Objective : This study aims to investigate the active ingredients and potential mechanisms of the beneficial herb on human cancers such as the liver by employing network pharmacology. Methods : Ingredients and their target information was obtained from various databases such as TM-MC, TTD, and Drugbank. Related protein for liver cancer was retrieved from the Comparative Toxicogenomics Database and literature. A hypergeometric test and gene set enrichment analysis were conducted to evaluate associations between protein targets of red ginseng (Panax ginseng C. A. Meyer) and liver cancer-related proteins and identify related signaling pathways, respectively. Network proximity was employed to identify active ingredients of red ginseng on liver cancer. Results : A compound-target network of red ginseng was constructed, which consisted of 363 edges between 53 ingredients and 121 protein targets. MAPK signaling pathway, PI3K-Akt signaling pathway, p53 signaling pathway, TGF-beta signaling pathway, and cell cycle pathway was significantly associated with protein targets of red ginseng.
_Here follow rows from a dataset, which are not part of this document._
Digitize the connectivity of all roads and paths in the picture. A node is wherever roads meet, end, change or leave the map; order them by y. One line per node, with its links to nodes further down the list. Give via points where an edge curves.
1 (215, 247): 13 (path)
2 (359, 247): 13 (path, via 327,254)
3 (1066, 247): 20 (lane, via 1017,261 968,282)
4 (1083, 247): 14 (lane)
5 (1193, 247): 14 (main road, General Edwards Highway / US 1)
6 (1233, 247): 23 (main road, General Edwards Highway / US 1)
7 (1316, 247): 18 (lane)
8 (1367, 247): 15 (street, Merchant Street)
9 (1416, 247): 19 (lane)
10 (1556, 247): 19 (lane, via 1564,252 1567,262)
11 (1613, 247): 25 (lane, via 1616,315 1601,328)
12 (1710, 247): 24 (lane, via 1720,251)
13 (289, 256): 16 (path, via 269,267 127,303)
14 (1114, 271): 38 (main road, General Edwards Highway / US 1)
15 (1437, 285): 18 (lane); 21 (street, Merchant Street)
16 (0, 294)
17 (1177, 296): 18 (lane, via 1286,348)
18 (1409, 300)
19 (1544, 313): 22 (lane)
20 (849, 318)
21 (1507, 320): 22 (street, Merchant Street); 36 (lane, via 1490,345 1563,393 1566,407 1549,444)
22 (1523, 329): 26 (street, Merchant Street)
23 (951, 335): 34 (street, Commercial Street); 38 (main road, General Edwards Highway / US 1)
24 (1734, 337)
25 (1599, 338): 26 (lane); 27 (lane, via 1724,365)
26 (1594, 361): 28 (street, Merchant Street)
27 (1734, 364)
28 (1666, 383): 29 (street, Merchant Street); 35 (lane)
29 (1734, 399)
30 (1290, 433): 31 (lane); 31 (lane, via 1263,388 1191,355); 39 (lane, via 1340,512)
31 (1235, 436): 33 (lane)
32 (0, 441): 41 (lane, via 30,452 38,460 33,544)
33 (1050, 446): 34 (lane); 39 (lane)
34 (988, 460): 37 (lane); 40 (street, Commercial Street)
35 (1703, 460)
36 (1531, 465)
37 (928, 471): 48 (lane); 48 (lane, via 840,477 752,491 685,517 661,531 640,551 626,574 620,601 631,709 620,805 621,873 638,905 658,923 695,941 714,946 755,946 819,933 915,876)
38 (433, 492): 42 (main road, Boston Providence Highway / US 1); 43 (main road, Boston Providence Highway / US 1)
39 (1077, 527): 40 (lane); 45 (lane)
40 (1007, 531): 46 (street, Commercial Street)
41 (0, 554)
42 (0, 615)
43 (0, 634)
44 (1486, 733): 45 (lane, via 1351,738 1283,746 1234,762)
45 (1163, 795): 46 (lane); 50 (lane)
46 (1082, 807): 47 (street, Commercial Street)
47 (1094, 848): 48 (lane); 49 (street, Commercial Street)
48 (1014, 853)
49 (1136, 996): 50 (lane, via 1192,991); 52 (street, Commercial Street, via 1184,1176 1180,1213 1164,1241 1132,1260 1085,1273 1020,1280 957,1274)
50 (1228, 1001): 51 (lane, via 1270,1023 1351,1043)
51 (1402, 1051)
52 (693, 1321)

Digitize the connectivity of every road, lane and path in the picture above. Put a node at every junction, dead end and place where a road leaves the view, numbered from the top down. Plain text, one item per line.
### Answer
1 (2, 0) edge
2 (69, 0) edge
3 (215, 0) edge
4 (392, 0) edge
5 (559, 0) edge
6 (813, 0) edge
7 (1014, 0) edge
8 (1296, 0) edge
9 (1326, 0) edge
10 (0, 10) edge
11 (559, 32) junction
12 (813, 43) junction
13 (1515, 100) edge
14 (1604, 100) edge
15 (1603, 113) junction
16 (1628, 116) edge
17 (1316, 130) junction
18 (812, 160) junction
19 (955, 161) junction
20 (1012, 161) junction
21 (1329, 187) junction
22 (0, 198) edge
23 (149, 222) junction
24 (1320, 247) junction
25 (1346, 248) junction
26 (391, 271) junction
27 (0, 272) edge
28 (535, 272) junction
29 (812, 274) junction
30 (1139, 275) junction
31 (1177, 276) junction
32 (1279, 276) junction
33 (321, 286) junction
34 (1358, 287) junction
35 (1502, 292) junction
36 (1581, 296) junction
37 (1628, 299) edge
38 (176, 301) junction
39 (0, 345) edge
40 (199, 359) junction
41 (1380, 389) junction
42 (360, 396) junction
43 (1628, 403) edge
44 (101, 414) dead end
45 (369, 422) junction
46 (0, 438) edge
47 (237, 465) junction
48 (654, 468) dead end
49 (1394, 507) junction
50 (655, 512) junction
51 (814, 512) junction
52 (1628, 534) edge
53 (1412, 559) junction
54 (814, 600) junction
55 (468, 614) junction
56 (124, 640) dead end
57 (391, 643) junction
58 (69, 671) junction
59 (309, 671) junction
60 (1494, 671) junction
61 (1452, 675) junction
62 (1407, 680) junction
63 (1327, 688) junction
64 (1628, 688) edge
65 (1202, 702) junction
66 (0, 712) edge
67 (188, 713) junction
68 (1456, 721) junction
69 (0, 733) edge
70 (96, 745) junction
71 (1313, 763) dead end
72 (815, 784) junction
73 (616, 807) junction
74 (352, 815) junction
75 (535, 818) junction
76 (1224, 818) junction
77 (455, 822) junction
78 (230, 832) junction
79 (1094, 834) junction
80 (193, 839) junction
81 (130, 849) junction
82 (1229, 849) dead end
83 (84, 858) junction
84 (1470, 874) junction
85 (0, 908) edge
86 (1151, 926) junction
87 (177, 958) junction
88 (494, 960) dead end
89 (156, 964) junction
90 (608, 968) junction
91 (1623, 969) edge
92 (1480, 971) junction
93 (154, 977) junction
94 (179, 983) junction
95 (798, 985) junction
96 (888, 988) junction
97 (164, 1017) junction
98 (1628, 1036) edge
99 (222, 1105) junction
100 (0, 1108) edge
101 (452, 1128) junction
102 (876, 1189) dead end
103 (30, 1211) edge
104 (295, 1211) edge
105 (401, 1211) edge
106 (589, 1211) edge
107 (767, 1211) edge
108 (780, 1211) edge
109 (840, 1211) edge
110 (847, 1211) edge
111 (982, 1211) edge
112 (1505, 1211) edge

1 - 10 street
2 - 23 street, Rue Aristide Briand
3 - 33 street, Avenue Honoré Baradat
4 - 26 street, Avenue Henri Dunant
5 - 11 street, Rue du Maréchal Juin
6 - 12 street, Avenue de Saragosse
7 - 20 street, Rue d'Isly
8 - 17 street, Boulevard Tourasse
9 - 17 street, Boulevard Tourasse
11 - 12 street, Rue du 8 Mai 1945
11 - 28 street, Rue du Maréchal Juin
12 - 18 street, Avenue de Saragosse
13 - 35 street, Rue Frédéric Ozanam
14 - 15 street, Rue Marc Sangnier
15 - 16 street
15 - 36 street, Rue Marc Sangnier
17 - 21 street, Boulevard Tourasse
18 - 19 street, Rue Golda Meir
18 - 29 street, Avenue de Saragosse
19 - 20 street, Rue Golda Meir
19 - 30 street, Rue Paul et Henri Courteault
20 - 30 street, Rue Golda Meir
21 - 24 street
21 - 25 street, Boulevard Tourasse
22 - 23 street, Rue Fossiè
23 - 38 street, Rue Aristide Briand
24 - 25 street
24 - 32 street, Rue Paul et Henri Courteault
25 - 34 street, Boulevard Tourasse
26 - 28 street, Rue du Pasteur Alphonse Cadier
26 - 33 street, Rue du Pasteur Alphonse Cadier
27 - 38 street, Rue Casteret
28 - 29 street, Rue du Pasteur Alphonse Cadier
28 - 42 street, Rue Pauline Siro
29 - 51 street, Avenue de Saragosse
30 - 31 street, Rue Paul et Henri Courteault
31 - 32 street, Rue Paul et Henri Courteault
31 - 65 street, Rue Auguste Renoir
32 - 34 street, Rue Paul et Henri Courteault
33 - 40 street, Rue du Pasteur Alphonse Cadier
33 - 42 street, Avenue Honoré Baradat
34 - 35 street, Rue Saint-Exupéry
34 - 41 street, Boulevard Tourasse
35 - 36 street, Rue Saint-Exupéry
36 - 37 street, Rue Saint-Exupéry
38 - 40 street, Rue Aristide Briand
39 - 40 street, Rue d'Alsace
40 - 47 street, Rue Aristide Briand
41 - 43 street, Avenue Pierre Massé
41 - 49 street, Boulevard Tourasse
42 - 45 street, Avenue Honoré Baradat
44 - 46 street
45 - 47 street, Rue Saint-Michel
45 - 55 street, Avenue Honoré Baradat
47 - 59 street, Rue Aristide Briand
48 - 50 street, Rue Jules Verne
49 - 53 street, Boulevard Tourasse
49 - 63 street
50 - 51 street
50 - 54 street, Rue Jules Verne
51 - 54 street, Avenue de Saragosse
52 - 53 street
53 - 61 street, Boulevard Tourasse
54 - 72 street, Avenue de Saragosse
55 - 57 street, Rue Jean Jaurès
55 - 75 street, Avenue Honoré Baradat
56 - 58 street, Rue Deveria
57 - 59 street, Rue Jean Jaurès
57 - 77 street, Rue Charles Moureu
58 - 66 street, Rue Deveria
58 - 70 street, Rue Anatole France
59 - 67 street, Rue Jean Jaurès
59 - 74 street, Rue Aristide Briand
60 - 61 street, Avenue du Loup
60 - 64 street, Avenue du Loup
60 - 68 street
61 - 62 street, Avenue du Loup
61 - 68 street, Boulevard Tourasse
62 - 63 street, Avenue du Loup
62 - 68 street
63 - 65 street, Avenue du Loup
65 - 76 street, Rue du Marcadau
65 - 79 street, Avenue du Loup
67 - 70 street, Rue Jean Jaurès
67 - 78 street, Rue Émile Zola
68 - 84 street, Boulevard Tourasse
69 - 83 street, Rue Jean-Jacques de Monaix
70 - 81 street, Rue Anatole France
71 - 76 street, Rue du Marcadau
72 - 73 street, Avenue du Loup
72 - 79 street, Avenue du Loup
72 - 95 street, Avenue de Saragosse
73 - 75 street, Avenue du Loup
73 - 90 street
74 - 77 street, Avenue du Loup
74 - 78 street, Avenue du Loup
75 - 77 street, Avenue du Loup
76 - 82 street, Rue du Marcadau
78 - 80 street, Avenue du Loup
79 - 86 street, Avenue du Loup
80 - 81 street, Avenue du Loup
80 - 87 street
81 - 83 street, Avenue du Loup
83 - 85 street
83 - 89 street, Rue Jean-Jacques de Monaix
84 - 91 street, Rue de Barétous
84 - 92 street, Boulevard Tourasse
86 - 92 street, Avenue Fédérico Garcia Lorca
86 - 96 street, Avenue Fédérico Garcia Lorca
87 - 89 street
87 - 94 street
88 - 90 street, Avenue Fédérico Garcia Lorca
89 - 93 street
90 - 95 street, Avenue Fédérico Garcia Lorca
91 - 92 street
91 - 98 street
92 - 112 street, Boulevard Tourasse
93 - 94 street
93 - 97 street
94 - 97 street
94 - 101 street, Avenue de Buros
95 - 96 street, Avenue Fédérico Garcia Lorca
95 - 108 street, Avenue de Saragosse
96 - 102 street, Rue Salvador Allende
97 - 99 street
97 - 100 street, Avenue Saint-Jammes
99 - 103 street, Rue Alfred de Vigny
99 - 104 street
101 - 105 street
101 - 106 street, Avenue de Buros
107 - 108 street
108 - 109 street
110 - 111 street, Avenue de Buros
Network proximity results indicated that Ginsenoside Rg1, Acetic Acid, Ginsenoside Rh2, 20(R)-Ginsenoside Rg3, Notoginsenoside R1, Ginsenoside Rk1, 2-Methylfuran, Hexanal, Ginsenoside Rd, Ginsenoside Rh1 could be active ingredients of red ginseng against liver cancer. Conclusion : This study suggests that network-based approaches could be useful to explore potential mechanisms and active ingredients of red ginseng for liver cancer.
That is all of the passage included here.